8 Representations of Fatherhood in Literature

As the UK celebrates father’s day this Sunday, I have brought to you Eight father figures from various novels that explore the different impact and representation of fatherhood on the novel’s plot.

King Lear by William Shakespeare

King Lear is arguably Shakespeare’s greatest tragedy and a welcome reminder of mankind’s numerous flaws. The titular King is an elderly man who wishes to see his kingdom go to the daughter who loves him best – an act that exposes his naivety as he falls victim to their flattery and deceit, which eventually sees him go mad.

Man And Boy by Tony Parsons

Harry Silver, the father figure in Man and Boy, brings on his misfortune though having an affair with a colleague for a very brief period, an act that sees his marriage disintegrate. Silver has to adjust to life as a single parent, and it’s a journey that grabbed the readers attention and imagination when it was first published.

Les Misérables by Victor Hugo

Although Jean Valjean was not a biological father to Cosette, but his actions demonstrate that it takes more than just fathering a child to be a real dad. Valjean is a man of virtue and conscience – his kindly actions continually put him in peril (we first know of his travails after he is arrested for stealing a loaf of bread to help his sister feed her seven children), but he never shies away from doing the right thing.

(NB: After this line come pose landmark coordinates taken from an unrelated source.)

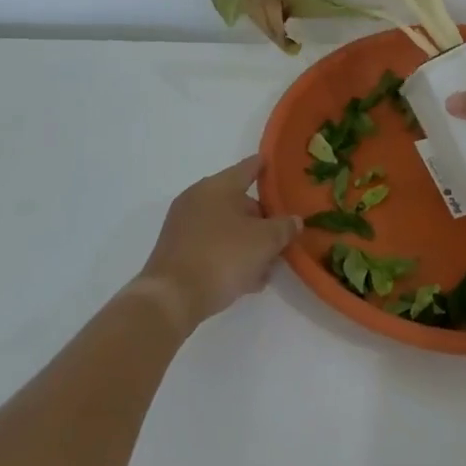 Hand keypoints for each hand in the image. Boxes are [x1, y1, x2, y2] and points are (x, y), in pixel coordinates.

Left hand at [136, 157, 299, 332]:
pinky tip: (246, 280)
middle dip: (261, 220)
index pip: (249, 167)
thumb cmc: (222, 257)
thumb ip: (284, 227)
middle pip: (239, 201)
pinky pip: (212, 245)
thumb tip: (294, 221)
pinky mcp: (177, 250)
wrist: (171, 298)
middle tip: (281, 237)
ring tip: (266, 267)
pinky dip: (229, 255)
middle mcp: (198, 198)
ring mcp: (184, 224)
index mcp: (218, 185)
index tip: (278, 166)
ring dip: (247, 243)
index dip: (266, 167)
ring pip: (226, 227)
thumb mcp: (265, 242) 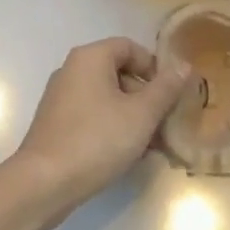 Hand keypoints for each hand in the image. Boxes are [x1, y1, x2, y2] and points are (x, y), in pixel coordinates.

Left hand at [8, 38, 187, 225]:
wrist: (44, 183)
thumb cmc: (97, 140)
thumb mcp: (141, 114)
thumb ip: (165, 88)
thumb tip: (184, 65)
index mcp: (90, 58)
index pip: (130, 47)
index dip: (154, 67)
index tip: (171, 94)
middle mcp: (71, 70)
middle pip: (118, 72)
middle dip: (146, 97)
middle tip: (165, 124)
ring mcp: (61, 98)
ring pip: (107, 98)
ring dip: (133, 117)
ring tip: (152, 146)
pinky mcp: (56, 124)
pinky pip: (92, 116)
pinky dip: (113, 128)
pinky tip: (128, 155) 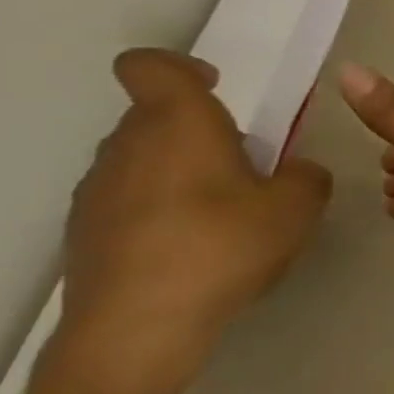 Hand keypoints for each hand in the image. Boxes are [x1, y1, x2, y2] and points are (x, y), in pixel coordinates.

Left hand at [61, 49, 330, 354]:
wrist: (139, 327)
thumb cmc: (223, 247)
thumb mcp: (298, 208)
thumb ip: (306, 177)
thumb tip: (295, 171)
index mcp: (177, 124)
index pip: (151, 66)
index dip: (181, 67)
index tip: (218, 88)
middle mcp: (127, 145)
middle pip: (156, 116)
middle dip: (201, 131)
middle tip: (248, 166)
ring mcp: (97, 190)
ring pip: (144, 159)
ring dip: (182, 172)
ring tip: (225, 215)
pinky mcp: (86, 231)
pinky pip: (131, 200)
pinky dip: (162, 209)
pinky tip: (195, 249) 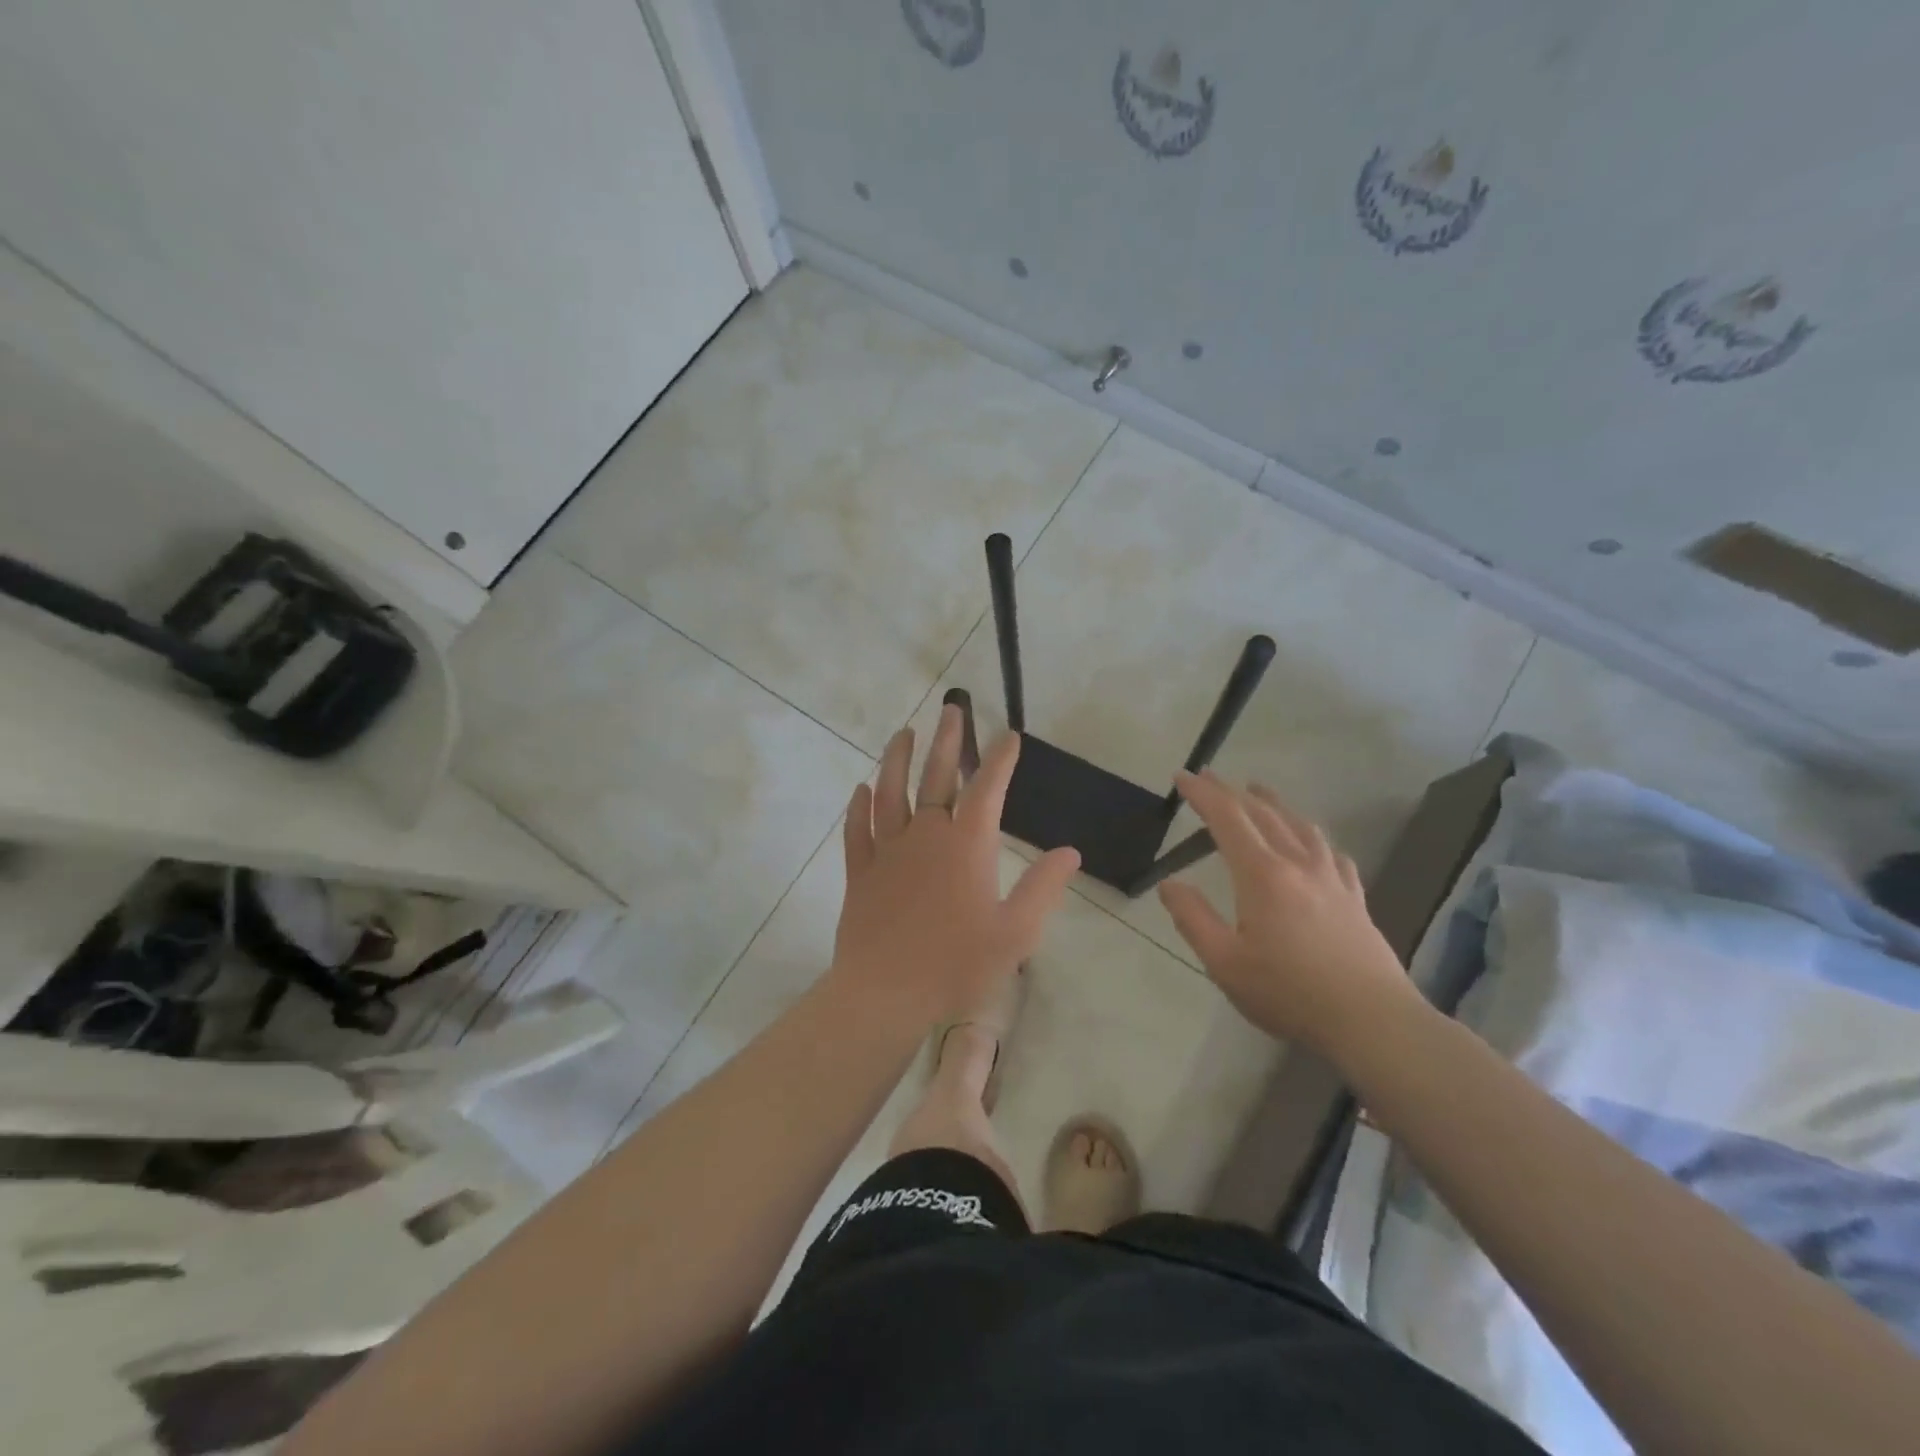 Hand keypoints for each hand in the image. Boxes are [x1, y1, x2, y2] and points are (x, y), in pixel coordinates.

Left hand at [831, 705, 1080, 1028]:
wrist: (885, 994)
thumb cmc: (956, 965)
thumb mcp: (1016, 933)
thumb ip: (1043, 888)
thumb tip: (1069, 852)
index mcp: (966, 846)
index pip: (987, 789)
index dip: (999, 759)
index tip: (1008, 734)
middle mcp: (926, 836)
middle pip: (936, 777)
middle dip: (948, 741)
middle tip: (951, 709)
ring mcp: (888, 851)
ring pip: (890, 793)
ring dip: (896, 759)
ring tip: (903, 733)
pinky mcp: (860, 872)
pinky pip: (858, 830)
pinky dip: (859, 807)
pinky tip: (860, 790)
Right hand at [1156, 771, 1420, 1056]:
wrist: (1372, 1020)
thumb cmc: (1289, 992)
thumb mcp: (1225, 963)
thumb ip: (1193, 919)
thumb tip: (1169, 884)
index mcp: (1262, 875)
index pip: (1227, 819)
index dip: (1202, 794)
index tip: (1182, 776)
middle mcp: (1297, 864)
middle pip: (1262, 814)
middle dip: (1231, 791)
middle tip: (1209, 777)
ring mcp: (1331, 878)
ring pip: (1300, 825)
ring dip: (1274, 804)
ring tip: (1259, 792)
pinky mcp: (1354, 897)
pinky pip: (1331, 853)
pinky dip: (1312, 836)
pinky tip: (1313, 843)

A Room With A View by E.M. Forster

Mr Emerson is character somewhat out of time with the repressed individuals that he must mix with in E.M. Forster’s classic. His ideas are unconventional for the beginning of the 20th Century – he believes in the equality of women for instance. His love for his son, George, though is timeless, as is belief that his son and Lucy belong together.

The Brothers Karamazov by Fyodor Dostoyevsky

Fyodor Karamazov’s indifferent attitude to his three children – possibly four, as it’s inferred that his servant Pavel is his illegitimate son – is the fuel that fires Dostoyevsky’s iconic novel.

Pride & Prejudice by Jane Austen

Mr Bennet appears to be something of a divisive father figure. On the one hand he is generous, a lover of life and clearly dotes on his five daughters; however, he also has some flaws: his tendency to withdraw when it comes to the big decisions – especially when it comes to Elizabeth’s marital prospects – and his lack of financial foresight.

A Christmas Carol by Charles Dickens

Bob Cratchit is a good natured and kind character merely doing his best for his family in extremely difficult time as they struggle financially. His bond with his children, notably the disabled Tiny Tim, is one aspect that makes him worthy of a mention in a list of father figures.

Hamlet by William Shakespeare

Although Hamlet’s father is dead but his presence is felt throughout the play as the entire plot is triggered by his death and Hamlet’s intention of avenging his father’s murder.